» **Instructions for the task**:
All lines in the records that carry the string "numbered" are to be shown.
• • • •
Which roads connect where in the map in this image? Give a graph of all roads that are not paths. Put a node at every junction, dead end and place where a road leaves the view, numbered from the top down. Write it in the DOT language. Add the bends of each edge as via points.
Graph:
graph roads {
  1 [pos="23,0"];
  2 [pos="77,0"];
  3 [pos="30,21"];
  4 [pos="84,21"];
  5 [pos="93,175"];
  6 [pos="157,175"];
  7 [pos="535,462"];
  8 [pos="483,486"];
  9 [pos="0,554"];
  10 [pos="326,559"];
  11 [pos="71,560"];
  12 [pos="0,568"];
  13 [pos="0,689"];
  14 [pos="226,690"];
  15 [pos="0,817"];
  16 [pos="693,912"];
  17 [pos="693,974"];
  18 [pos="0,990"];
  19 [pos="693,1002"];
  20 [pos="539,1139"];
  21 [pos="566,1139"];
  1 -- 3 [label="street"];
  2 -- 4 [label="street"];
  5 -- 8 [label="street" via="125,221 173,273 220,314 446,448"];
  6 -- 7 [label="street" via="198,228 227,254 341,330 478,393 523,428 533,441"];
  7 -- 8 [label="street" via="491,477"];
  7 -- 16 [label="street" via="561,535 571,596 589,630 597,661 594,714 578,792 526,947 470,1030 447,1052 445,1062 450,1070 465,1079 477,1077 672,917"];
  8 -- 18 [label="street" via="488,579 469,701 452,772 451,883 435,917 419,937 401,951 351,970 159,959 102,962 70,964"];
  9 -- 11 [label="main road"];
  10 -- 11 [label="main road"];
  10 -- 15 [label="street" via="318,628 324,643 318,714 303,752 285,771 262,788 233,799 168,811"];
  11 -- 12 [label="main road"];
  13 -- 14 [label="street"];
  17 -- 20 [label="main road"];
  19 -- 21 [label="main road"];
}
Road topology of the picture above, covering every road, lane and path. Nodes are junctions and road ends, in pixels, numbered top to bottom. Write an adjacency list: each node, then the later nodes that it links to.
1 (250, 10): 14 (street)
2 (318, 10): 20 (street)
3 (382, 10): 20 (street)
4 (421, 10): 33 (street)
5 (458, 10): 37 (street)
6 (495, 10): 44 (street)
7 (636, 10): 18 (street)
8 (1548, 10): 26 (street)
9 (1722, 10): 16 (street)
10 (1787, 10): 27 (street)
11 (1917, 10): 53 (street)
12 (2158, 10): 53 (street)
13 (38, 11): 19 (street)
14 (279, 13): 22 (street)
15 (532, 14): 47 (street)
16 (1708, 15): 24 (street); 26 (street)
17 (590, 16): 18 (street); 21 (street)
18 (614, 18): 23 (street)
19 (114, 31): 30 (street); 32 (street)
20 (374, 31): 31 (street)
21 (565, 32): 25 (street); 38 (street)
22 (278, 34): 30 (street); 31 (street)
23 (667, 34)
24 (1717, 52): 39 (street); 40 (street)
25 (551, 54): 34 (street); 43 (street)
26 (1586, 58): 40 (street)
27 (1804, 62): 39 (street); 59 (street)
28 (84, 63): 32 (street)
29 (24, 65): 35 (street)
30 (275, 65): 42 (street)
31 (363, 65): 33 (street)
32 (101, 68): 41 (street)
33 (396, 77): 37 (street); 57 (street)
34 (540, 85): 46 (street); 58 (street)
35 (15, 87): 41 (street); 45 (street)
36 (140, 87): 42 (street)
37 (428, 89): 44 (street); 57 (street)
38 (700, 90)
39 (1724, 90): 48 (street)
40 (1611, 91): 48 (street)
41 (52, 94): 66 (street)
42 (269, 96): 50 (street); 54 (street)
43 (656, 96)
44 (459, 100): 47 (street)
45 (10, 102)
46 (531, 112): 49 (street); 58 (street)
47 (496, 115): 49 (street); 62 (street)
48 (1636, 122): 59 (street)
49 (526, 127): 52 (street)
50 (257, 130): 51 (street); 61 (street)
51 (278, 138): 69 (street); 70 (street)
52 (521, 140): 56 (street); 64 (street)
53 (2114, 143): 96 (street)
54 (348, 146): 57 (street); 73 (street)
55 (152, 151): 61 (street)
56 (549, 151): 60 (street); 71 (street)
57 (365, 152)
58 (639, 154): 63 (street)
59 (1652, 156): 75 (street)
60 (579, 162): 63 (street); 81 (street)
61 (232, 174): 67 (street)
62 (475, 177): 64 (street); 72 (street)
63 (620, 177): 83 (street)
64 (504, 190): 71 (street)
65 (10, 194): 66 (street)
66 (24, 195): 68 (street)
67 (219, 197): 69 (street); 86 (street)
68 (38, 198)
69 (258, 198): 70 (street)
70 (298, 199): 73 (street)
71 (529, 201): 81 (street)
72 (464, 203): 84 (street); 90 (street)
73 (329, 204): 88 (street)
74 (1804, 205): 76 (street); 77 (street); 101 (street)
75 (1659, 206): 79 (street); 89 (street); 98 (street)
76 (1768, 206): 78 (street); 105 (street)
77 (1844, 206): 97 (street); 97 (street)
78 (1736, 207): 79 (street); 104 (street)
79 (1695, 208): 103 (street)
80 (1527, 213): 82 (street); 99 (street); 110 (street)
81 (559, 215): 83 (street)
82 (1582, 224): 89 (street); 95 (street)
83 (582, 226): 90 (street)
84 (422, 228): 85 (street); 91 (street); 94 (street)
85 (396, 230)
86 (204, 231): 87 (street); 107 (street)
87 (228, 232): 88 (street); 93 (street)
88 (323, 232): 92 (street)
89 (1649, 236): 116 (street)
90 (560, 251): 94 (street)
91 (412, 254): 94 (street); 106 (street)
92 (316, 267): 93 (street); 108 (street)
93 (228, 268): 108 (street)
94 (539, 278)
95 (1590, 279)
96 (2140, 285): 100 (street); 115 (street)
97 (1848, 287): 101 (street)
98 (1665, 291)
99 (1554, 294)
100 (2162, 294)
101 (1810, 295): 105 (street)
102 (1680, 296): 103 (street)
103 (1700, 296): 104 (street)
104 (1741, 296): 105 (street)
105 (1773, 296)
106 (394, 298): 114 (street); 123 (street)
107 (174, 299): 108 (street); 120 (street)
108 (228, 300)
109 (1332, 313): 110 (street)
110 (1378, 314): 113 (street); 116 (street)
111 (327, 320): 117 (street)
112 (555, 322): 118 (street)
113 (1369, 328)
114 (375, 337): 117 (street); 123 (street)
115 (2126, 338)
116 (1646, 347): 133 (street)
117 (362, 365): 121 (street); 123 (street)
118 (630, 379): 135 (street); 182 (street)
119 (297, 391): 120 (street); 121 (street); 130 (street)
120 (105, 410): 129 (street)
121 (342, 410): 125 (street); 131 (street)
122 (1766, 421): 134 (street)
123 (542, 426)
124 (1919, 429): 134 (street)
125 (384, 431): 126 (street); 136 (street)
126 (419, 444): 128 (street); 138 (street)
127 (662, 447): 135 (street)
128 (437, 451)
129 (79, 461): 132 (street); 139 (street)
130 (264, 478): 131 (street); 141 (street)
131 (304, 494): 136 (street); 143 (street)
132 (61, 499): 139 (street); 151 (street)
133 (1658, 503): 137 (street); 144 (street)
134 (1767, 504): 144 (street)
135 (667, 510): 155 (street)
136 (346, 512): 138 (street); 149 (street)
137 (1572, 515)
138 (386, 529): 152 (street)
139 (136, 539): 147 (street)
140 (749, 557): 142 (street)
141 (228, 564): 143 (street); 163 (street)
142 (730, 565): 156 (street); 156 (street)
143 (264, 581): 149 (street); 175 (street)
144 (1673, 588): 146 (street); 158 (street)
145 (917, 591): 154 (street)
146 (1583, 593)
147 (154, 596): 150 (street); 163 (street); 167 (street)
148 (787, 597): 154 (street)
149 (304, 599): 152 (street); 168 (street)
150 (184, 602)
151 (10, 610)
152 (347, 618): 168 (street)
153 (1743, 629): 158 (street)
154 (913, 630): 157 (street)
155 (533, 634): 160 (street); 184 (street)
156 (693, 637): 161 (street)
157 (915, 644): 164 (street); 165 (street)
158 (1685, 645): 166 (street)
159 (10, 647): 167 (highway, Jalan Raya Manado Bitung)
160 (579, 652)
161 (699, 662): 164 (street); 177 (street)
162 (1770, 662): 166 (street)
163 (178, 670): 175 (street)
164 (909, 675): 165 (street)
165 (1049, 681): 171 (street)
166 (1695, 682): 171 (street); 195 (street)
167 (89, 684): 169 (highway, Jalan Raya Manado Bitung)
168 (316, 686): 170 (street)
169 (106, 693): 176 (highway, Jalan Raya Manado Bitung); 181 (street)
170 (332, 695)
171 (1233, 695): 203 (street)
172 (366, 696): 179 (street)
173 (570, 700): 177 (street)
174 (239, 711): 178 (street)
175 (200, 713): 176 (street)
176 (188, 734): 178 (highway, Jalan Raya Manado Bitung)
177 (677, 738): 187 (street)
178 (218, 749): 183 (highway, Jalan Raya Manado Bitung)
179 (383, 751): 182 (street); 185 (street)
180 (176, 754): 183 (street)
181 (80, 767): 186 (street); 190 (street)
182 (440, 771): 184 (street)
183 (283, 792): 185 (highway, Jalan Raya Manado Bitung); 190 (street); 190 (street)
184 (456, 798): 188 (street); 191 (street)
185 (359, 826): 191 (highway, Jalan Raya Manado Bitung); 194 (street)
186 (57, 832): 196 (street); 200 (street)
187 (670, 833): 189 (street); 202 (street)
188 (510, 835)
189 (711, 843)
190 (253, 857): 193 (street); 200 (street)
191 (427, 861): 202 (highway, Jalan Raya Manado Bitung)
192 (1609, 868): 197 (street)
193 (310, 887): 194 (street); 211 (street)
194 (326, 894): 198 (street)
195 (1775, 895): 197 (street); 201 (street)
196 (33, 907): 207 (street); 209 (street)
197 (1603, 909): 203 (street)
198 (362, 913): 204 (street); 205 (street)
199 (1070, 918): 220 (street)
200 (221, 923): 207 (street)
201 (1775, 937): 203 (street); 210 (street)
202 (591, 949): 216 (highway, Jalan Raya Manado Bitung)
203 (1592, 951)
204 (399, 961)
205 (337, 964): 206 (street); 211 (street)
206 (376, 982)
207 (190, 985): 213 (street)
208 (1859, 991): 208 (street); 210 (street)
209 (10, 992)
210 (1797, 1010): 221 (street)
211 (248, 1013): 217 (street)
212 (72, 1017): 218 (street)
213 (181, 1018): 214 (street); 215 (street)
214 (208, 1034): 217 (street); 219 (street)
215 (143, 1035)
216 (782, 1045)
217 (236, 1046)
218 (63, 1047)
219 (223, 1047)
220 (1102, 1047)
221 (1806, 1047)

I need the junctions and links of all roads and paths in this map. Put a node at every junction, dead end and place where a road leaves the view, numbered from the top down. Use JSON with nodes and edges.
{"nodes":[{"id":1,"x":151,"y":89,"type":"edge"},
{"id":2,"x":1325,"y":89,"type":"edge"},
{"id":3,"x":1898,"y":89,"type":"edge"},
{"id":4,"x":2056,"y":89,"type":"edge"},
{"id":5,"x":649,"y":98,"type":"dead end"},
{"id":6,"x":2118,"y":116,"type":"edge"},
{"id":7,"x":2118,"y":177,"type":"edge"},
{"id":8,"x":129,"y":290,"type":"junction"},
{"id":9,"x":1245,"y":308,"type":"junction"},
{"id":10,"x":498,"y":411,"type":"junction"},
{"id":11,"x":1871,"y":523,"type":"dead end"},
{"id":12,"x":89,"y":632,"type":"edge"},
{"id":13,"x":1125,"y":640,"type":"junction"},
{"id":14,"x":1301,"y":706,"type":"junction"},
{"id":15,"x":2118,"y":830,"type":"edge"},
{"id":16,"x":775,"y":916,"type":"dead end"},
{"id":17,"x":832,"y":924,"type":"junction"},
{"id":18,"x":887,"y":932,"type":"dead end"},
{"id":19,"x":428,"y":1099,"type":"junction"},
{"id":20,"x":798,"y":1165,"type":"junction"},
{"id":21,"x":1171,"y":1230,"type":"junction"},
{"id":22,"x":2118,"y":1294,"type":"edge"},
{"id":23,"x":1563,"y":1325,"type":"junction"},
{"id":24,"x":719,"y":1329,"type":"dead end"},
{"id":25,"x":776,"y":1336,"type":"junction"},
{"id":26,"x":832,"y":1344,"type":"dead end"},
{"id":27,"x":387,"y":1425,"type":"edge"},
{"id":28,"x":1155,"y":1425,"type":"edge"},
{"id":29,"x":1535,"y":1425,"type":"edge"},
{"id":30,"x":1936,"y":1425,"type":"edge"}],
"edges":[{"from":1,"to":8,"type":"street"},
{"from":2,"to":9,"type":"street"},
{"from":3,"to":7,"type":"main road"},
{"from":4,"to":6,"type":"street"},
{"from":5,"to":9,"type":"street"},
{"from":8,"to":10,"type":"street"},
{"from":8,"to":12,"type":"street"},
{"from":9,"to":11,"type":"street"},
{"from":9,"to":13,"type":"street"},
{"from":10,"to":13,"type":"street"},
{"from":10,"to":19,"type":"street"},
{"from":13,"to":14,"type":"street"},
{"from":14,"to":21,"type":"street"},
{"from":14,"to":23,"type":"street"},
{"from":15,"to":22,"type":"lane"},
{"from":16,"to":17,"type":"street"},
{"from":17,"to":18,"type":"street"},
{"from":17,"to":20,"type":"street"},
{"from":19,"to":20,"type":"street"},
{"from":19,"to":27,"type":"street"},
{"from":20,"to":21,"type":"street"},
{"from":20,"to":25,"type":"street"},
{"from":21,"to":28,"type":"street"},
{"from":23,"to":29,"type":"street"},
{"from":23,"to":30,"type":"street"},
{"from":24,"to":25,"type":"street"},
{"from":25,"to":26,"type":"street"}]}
• • • •
» **Answer**:
Which roads connect where in the map in this image? Give a graph of all roads that are not paths. Put a node at every junction, dead end and place where a road leaves the view, numbered from the top down. Write it in the DOT language. Add the bends of each edge as via points.
Road topology of the picture above, covering every road, lane and path. Nodes are junctions and road ends, in pixels, numbered top to bottom. Write an adjacency list: each node, then the later nodes that it links to.
I need the junctions and links of all roads and paths in this map. Put a node at every junction, dead end and place where a road leaves the view, numbered from the top down. Use JSON with nodes and edges.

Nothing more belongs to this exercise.